Seeburg, P. H., Single, F. N., Kuner, T., Higuchi, M., & Sprengel, R. (2001). Genetic manipulation of key determinants of ion flow in glutamate receptor channels in the mouse. Brain Research, 907(1), 233-243. doi:10.1016/S0006-8993(01)02445-3.


Cite as: http://hdl.handle.net/11858/00-001M-0000-0029-223A-D
Abstract
Glutamate receptor channels are built around an ancient pore loop structure which defines the inner channel environment and which is connected to structures for channel gating. This pore loop, which corresponds to the M2 region of the receptor subunits, enters the lipid bilayer from the intracellular side in an α-helical configuration, then kinks to form a random coil and exits the lipid bilayer at the intracellular side.

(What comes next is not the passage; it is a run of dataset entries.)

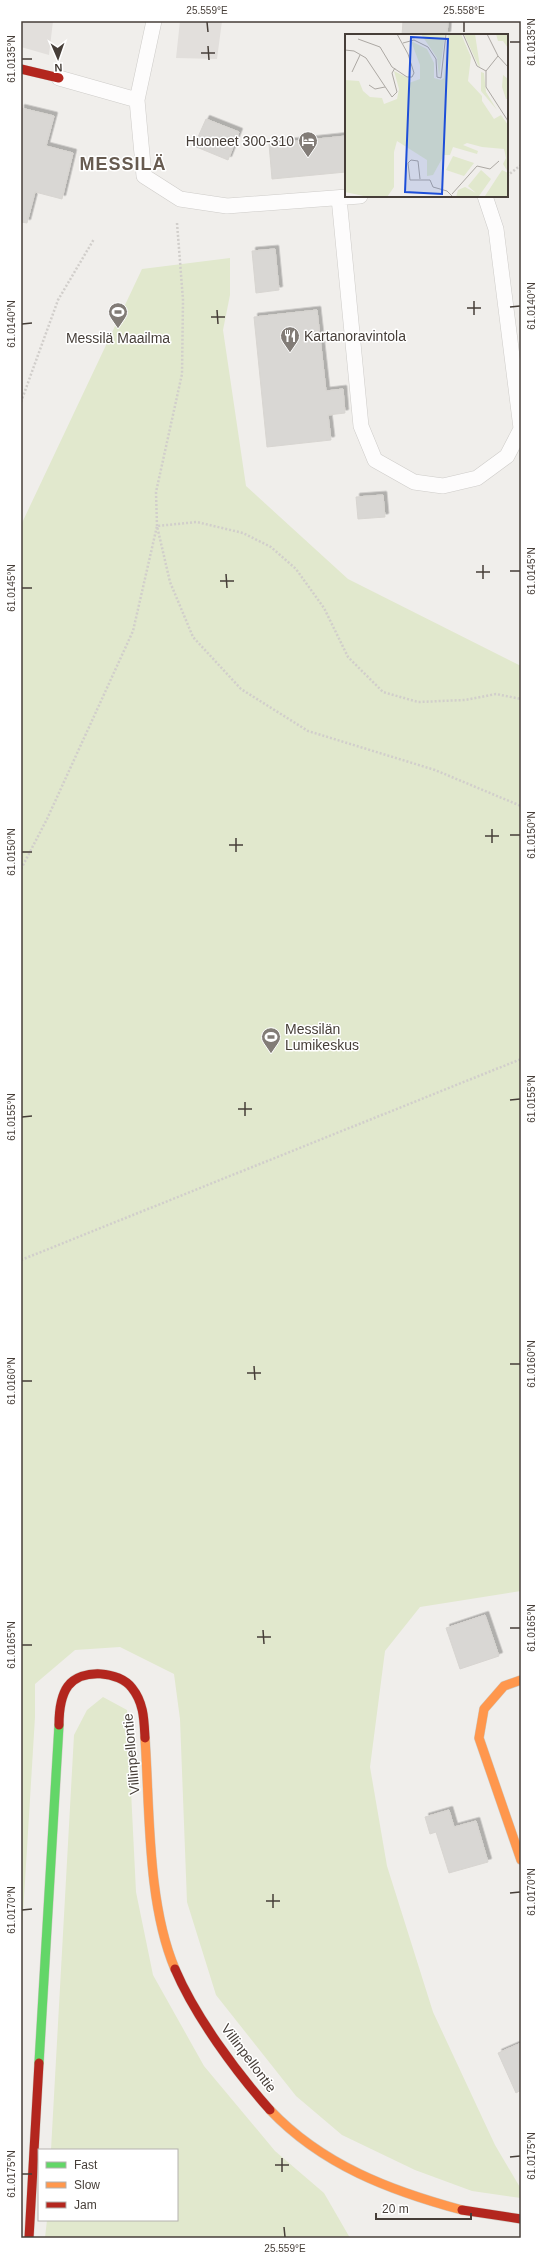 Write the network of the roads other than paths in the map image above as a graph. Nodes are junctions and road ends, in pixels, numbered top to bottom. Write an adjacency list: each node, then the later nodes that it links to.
1 (154, 21): 4 (lane)
2 (21, 69): 3 (street)
3 (59, 78): 4 (lane)
4 (137, 100): 7 (lane)
5 (350, 197): 7 (lane)
6 (485, 197): 8 (lane)
7 (339, 198): 8 (lane)
8 (521, 428)
9 (521, 1680): 10 (street)
10 (521, 1860)
11 (521, 2219): 12 (street, Villinpellontie)
12 (29, 2238)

The narrow constriction of the channel is formed by amino acid residues that occupy a position shortly after the end of the α-helical part of M2. These residues determine ion selectivity and conductance properties of the glutamate-gated channel. The critical residues are asparagines for NMDA receptor subunits and glutamine or arginine for AMPA and kainate receptor subunits. Presence of arginine in the critical channel position of AMPA and kainate receptors is controlled by site-selective RNA editing. To study the importance of these critical channel residues in the mouse, we introduced codon changes in the endogenous genes for NMDA and AMPA receptor subunits. Our results show that changes in the critical channel position are not tolerated, but lead to early death. Therefore, the impact on adult synaptic function and plasticity by glutamate receptor channels with changed ion selectivity and conductance needs to be addressed by conditional expression of the mutant receptors.